The panel discussion will feature just a few of the many people and organizations who have been working around the clock to save LICH, which serves a swath of Brooklyn from Red Hook to Williamsburg. On the list: Assemblywoman Joan Millman, Councilman Brad Lander, Matthew Bethel (Policy Director for Senator Daniel Squadron), Concerned Physicians of LICH, and Michelle Greene of the NYS Nurses Association. More panelists may be added, CHA said.

Months of protests, letter-writing campaigns, meetings with state officials and court action led to SUNY’s withdrawal of the plan, which it had earlier submitted to the state Department of Health, to close LICH.

Although the SUNY board voted to close the 150-year-old hospital in March, Brooklyn Supreme Court Justice Johnny Lee Baynes issued a temporary restraining order on April 1 that barred the state from shutting down LICH pending a May 2 hearing.

Last Thursday, City Council members voted unanimously in favor of a resolution calling on SUNY and the Department of Health to work with stakeholders to find another operator for LICH.

Some observers felt that the fact that Christine Quinn, the powerful speaker of the City Council, had gotten on board with the pro-LICH cause helped to swing the pendulum in LICH’s favor.

CHA’s Sloane had plenty of gratitude to spread around.

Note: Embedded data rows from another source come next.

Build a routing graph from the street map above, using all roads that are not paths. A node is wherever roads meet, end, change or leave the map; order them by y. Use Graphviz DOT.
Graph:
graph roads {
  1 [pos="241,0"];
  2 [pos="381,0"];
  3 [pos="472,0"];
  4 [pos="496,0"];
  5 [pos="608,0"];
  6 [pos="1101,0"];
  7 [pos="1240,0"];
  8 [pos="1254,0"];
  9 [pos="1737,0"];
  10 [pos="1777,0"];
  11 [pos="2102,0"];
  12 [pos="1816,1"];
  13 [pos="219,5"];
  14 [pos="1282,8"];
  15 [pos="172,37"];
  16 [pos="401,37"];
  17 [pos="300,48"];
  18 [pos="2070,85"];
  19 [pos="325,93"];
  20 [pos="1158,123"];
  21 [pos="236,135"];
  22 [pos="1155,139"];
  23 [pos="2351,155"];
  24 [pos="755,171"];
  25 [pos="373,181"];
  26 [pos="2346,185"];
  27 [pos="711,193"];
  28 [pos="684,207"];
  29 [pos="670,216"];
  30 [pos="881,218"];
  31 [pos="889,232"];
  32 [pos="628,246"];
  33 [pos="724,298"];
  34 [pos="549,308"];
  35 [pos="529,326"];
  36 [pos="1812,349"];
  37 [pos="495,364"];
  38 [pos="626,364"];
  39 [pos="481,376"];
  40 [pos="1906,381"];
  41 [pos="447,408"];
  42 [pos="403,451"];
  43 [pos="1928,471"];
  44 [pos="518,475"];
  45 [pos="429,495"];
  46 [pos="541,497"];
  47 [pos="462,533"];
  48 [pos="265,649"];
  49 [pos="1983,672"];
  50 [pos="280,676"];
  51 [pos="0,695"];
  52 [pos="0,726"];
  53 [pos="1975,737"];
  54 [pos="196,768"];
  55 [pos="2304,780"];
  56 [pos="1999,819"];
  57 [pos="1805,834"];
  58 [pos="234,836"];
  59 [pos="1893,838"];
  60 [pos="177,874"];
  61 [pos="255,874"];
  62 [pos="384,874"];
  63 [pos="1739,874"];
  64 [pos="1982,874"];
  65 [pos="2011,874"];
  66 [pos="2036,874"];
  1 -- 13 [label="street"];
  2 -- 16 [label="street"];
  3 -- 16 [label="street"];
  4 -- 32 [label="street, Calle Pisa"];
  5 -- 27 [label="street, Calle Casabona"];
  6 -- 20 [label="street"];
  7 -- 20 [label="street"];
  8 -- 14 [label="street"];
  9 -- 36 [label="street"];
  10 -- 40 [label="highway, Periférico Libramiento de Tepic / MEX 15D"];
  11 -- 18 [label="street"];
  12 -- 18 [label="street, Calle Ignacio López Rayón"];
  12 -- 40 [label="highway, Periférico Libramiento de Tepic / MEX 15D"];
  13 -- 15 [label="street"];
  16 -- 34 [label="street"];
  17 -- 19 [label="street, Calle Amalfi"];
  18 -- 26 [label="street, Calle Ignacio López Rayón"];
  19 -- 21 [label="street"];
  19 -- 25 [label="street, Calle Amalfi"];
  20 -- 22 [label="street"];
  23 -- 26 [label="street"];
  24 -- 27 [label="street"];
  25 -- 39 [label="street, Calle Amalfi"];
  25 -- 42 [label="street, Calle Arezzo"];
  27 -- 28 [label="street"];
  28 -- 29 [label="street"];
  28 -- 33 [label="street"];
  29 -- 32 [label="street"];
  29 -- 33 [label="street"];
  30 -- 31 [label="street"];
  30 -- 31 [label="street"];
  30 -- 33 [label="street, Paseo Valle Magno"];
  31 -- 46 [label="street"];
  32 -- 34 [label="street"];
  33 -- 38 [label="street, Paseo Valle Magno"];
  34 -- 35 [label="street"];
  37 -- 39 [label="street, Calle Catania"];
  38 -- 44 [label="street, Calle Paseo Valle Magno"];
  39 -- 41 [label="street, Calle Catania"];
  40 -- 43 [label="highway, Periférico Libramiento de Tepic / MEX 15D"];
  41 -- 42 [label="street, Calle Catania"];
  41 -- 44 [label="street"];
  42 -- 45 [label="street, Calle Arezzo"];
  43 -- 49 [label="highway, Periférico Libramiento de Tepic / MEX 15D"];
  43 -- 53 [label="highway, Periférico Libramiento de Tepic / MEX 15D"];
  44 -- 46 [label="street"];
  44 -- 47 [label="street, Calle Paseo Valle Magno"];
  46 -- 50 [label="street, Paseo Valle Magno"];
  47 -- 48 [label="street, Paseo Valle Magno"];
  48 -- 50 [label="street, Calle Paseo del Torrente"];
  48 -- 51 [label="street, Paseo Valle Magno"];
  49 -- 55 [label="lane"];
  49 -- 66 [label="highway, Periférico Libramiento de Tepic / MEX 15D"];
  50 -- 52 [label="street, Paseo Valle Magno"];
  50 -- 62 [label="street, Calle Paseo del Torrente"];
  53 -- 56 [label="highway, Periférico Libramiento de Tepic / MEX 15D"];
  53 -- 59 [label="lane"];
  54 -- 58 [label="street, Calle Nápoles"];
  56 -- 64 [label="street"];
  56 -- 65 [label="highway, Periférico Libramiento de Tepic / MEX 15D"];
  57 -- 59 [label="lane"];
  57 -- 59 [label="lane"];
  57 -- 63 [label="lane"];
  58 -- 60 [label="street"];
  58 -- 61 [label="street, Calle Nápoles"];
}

“We are deeply grateful to our elected officials –- City Councilmembers Brad Lander and Steve Levin, State Senator Daniel Squadron, Assemblywoman Joan Millman, City Council Speaker Christine Quinn, and our Borough President Marty Markowitz –- the Concerned Physicians of LICH, NYSNA, 1199 SEIU, and all of our neighboring community associations and the community activists who devoted some much time and effort to saving our hospital,” he said.